▶ [Task description] Return, from the listing that follows, each line containing the word "main".

__________

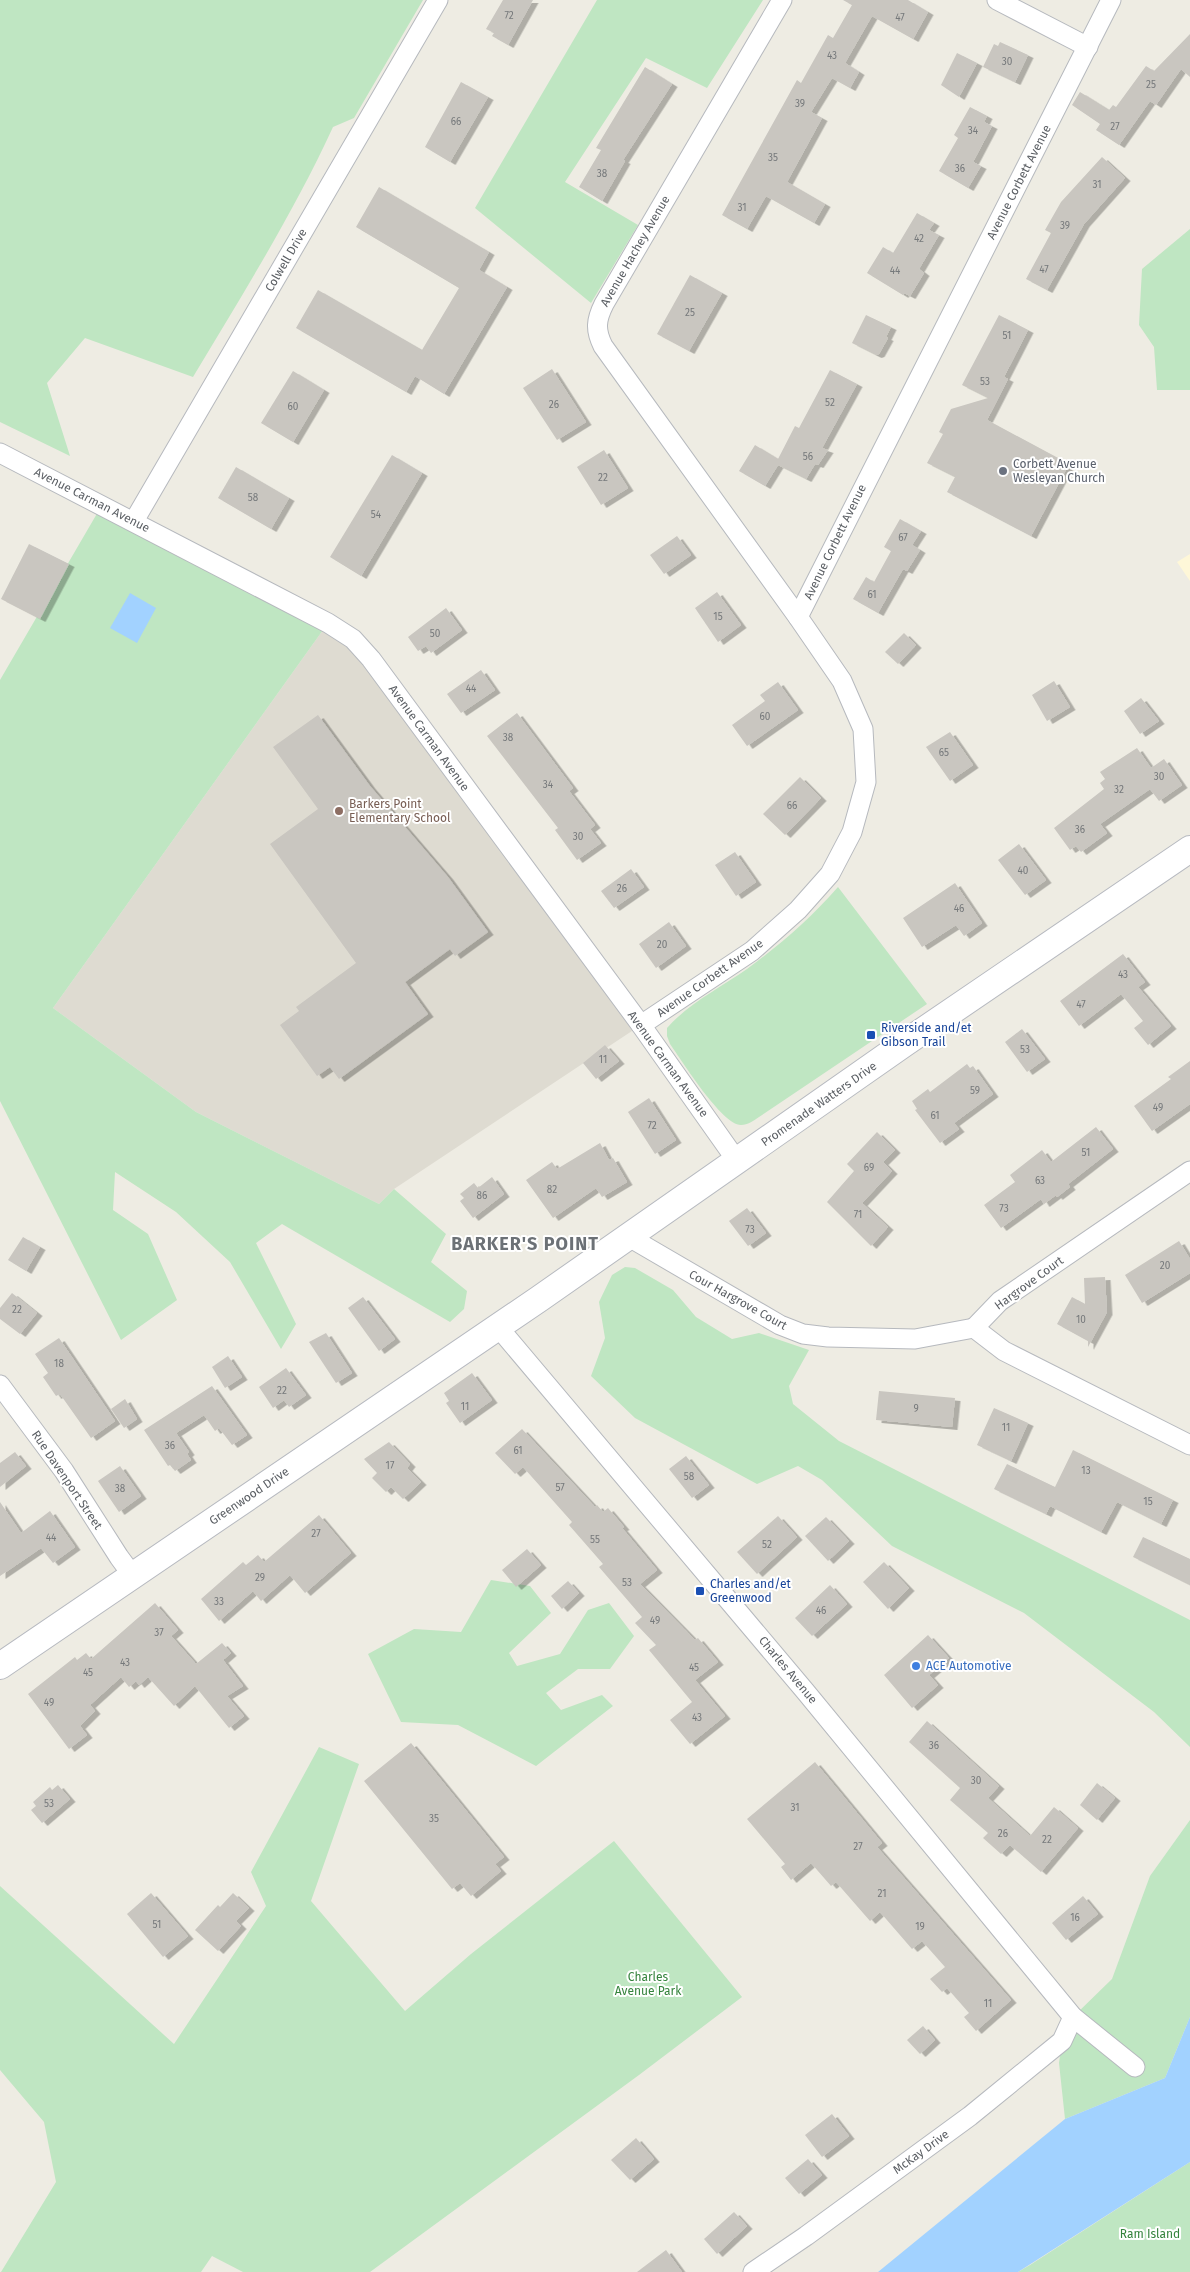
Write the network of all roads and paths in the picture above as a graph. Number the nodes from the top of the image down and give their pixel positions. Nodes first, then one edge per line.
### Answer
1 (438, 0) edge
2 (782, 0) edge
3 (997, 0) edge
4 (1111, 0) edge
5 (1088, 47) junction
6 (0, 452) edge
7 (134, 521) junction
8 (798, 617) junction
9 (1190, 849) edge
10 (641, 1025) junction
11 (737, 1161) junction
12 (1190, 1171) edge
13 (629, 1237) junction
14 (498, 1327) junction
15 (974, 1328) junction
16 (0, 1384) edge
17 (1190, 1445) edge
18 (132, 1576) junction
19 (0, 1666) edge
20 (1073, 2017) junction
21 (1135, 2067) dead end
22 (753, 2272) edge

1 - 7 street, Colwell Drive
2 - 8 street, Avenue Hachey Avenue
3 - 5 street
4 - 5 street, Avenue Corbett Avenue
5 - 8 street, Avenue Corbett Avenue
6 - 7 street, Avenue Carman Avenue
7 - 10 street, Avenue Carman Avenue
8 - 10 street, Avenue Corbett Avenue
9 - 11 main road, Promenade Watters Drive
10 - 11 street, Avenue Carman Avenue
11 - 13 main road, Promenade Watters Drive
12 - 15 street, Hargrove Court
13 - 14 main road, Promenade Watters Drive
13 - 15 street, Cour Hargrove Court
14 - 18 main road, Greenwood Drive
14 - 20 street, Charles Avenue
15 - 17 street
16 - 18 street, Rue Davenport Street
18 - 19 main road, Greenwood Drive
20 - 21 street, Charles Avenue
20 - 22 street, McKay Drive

__________

▶ [Result]
9 - 11 main road, Promenade Watters Drive
11 - 13 main road, Promenade Watters Drive
13 - 14 main road, Promenade Watters Drive
14 - 18 main road, Greenwood Drive
18 - 19 main road, Greenwood Drive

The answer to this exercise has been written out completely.